How to get WolframAlpha to determine $f(2)$ when $f(x)=3x^2-2x+\int_0^2f(t)dt$

Question

This is my first question at StackExchange. It's about WolframAlpha.

The function $f(x)$ is defined as: $$f(x)=3x^2-2x+\int_0^2f(t)dt$$

And I'm trying to find the value of $f(2)$.

So at WolframAlpha, I typed in:

f(x)=3x^2-2x+integral(0,2)f(t)dt ; solve f(2)

and other variations like changing "solve f(2)" to "f(2)=?" but none of these worked.

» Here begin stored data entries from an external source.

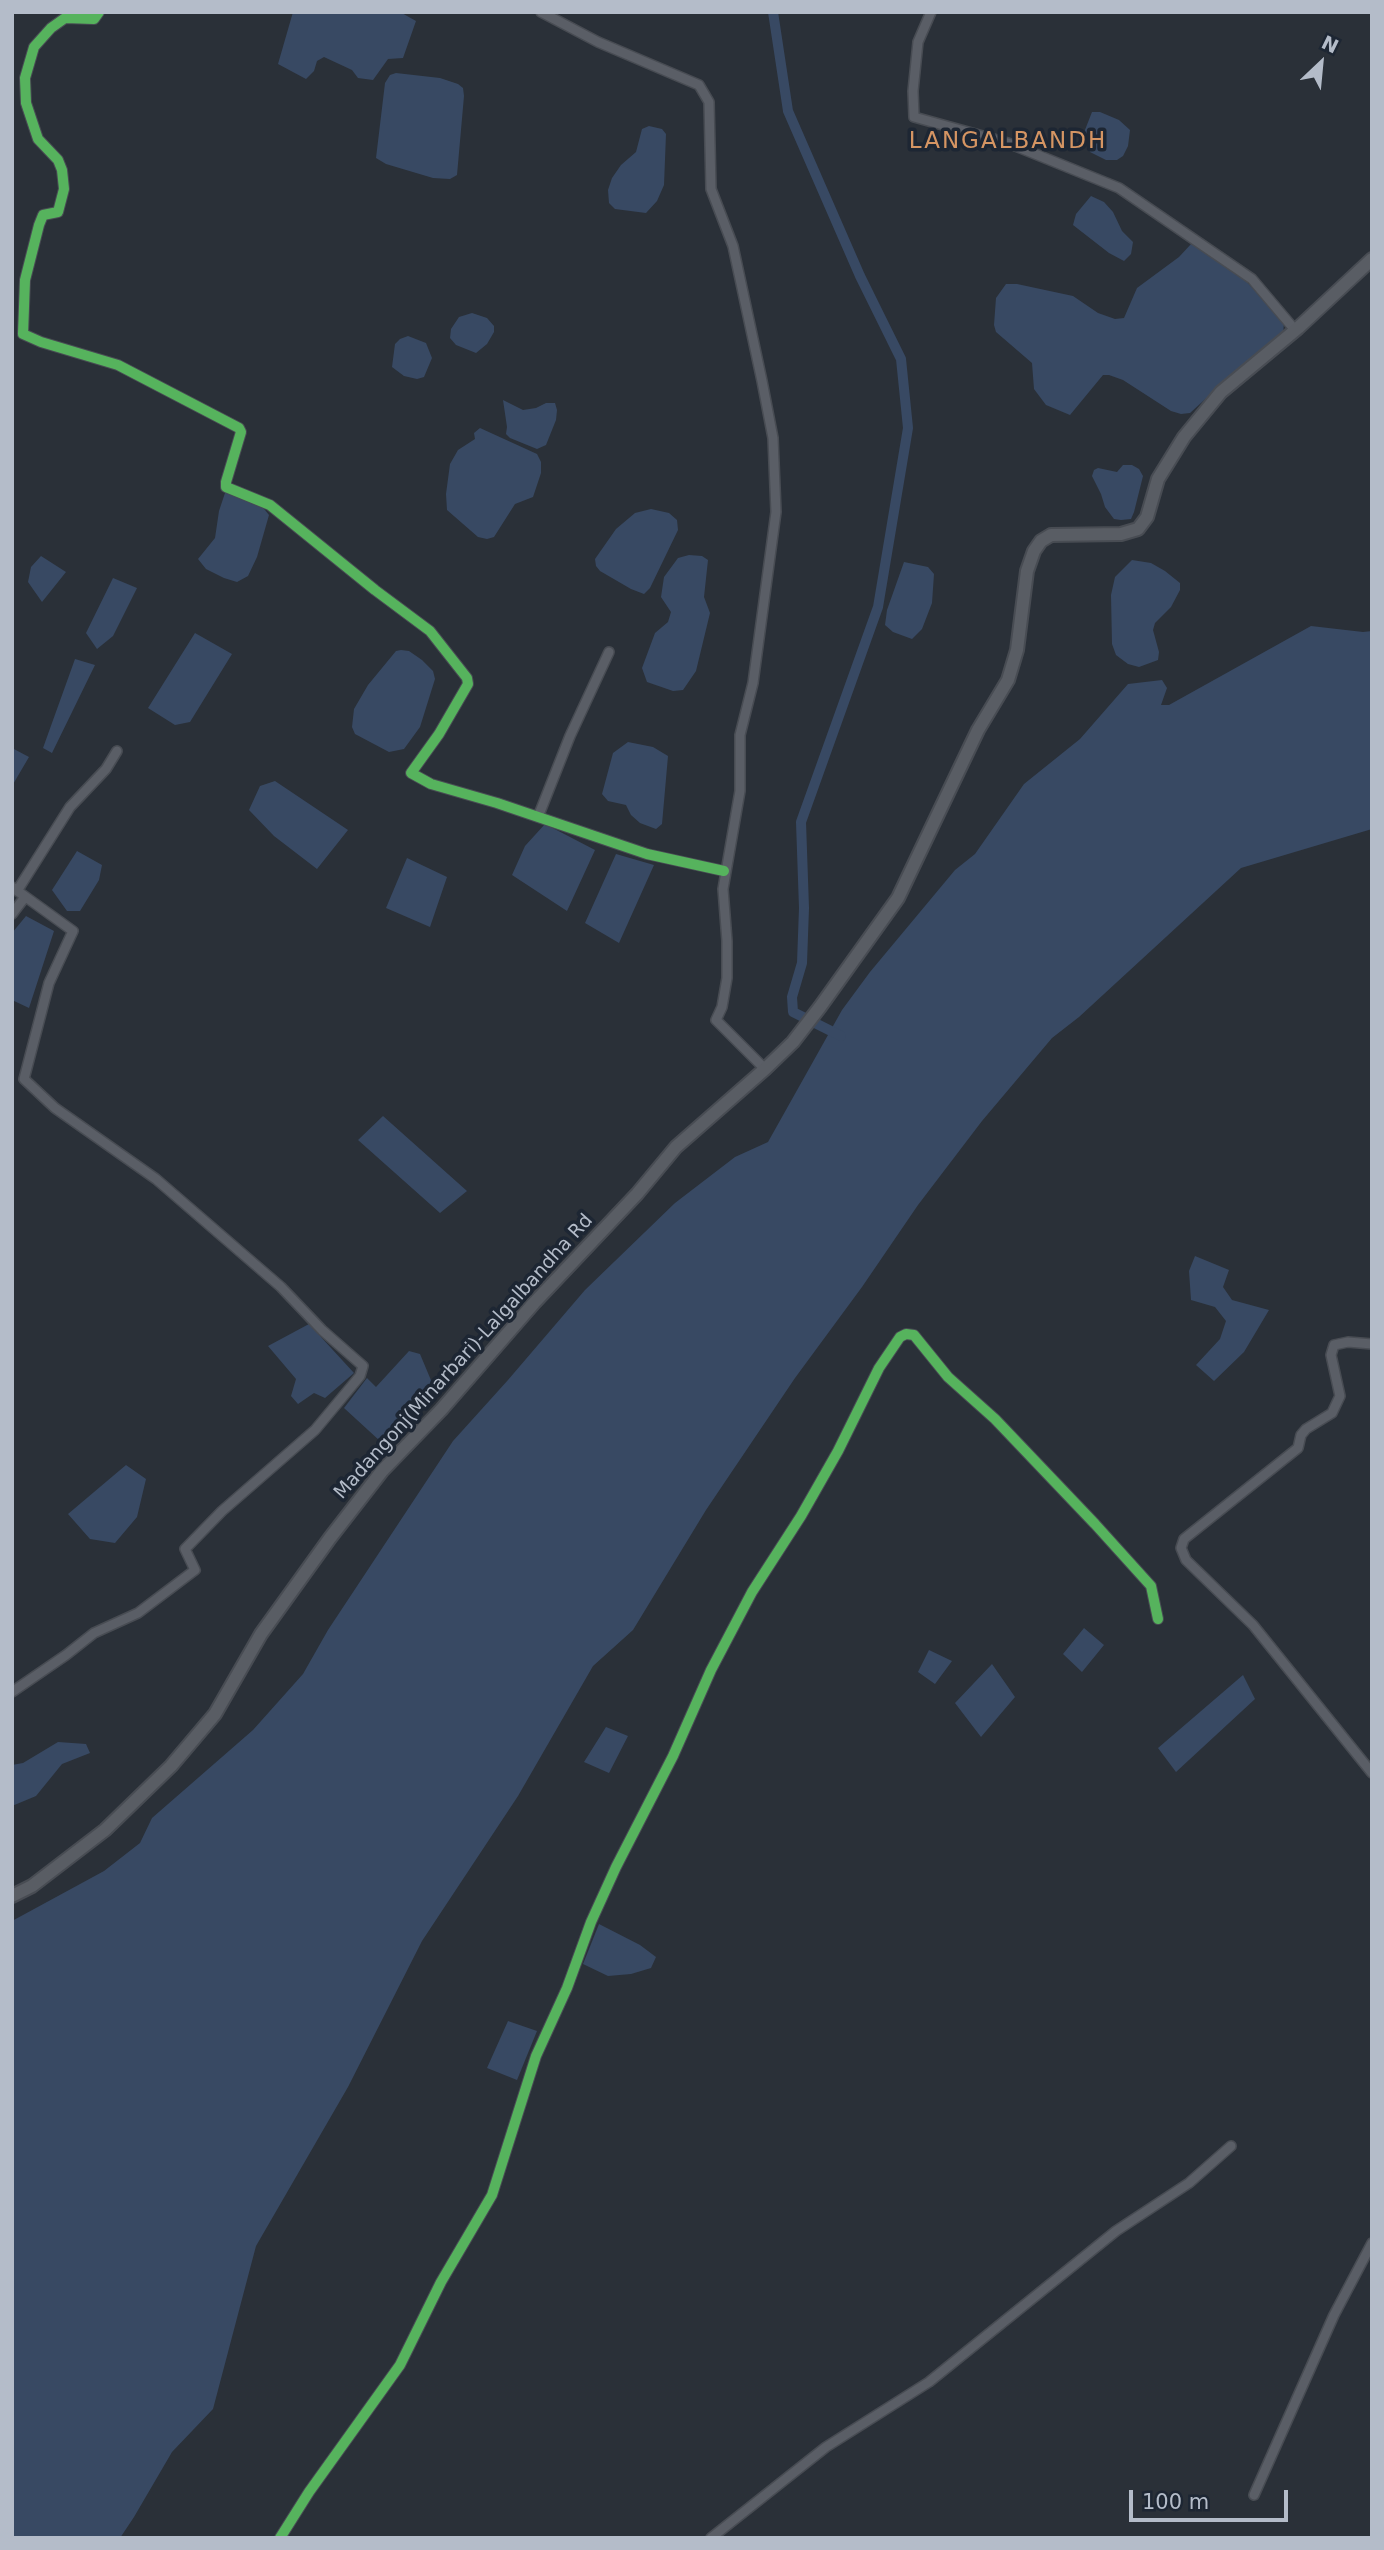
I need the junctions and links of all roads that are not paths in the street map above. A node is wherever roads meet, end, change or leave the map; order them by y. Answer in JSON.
{"nodes":[{"id":1,"x":99,"y":12,"type":"edge"},
{"id":2,"x":541,"y":12,"type":"edge"},
{"id":3,"x":931,"y":12,"type":"edge"},
{"id":4,"x":1372,"y":259,"type":"edge"},
{"id":5,"x":1295,"y":330,"type":"junction"},
{"id":6,"x":609,"y":652,"type":"dead end"},
{"id":7,"x":117,"y":751,"type":"dead end"},
{"id":8,"x":538,"y":817,"type":"junction"},
{"id":9,"x":724,"y":871,"type":"junction"},
{"id":10,"x":18,"y":892,"type":"edge"},
{"id":11,"x":12,"y":914,"type":"edge"},
{"id":12,"x":765,"y":1069,"type":"junction"},
{"id":13,"x":1372,"y":1344,"type":"edge"},
{"id":14,"x":1158,"y":1619,"type":"dead end"},
{"id":15,"x":12,"y":1692,"type":"edge"},
{"id":16,"x":1372,"y":1773,"type":"edge"},
{"id":17,"x":12,"y":1896,"type":"edge"},
{"id":18,"x":1231,"y":2146,"type":"dead end"},
{"id":19,"x":1372,"y":2243,"type":"edge"},
{"id":20,"x":1254,"y":2495,"type":"dead end"},
{"id":21,"x":280,"y":2538,"type":"edge"},
{"id":22,"x":711,"y":2538,"type":"edge"}],
"edges":[{"from":1,"to":8,"type":"street"},
{"from":2,"to":9,"type":"street"},
{"from":3,"to":5,"type":"street"},
{"from":4,"to":5,"type":"main road"},
{"from":5,"to":12,"type":"main road","name":"Madangonj(Minarbari)-Lalgalbandha Rd"},
{"from":6,"to":8,"type":"street"},
{"from":7,"to":10,"type":"street"},
{"from":8,"to":9,"type":"street"},
{"from":9,"to":12,"type":"street"},
{"from":10,"to":11,"type":"street"},
{"from":10,"to":15,"type":"street"},
{"from":12,"to":17,"type":"main road","name":"Madangonj(Minarbari)-Lalgalbandha Rd"},
{"from":13,"to":16,"type":"street"},
{"from":14,"to":21,"type":"street"},
{"from":18,"to":22,"type":"street"},
{"from":19,"to":20,"type":"street"}]}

How can I get this working?

Answer 1

Let $\int_0^2f(t)dt=a$. We get $$f(x)=3x^2-2x+a$$

Let $F'(x)=f(x)$. We get $$F(x)=x^3-x^2+ax+C$$

Therefore: $$\begin{eqnarray*}a&=&\int_0^2f(t)dt=F(2)-F(0)\\&=&(2^3-2^2+2a+C)-(0+C)\Longrightarrow a=-4\end{eqnarray*}$$

So: $$f(x)=3x^2-2x-4\Longrightarrow f(2)=4$$

Answer 2

If you integrate both sides from $0$ to $2$ you get $\int_0^{2}f(t)dt=-4$. Now you know exactly what $f(x)$ is and you can write down $f(2)$.

Answer 3

As long as $\int_0^2 f(t) dt$ is a constant $c$ we proceed with

$$ f(x) = 3x^2-2x + c = 3x^2-2x+\int_0^2(3t^2-2t+c)dt $$

and thus we calculate $c$

$$ c = 4+2c\to c = -4 $$

Answer 4

$f'(x)=6x-2$ get rids of the constant integral, so you can also proceed by integration by parts:

$\displaystyle f(2) =8+\int_0^2f(t)\,dt =8+\bigg[tf(t)\bigg]_0^2-\int_0^2tf'(t)\,dt =8+2f(2)-\int_0^2(6t^2-2t)\,dt =8+2f(2)-12$

Giving $f(2)=4$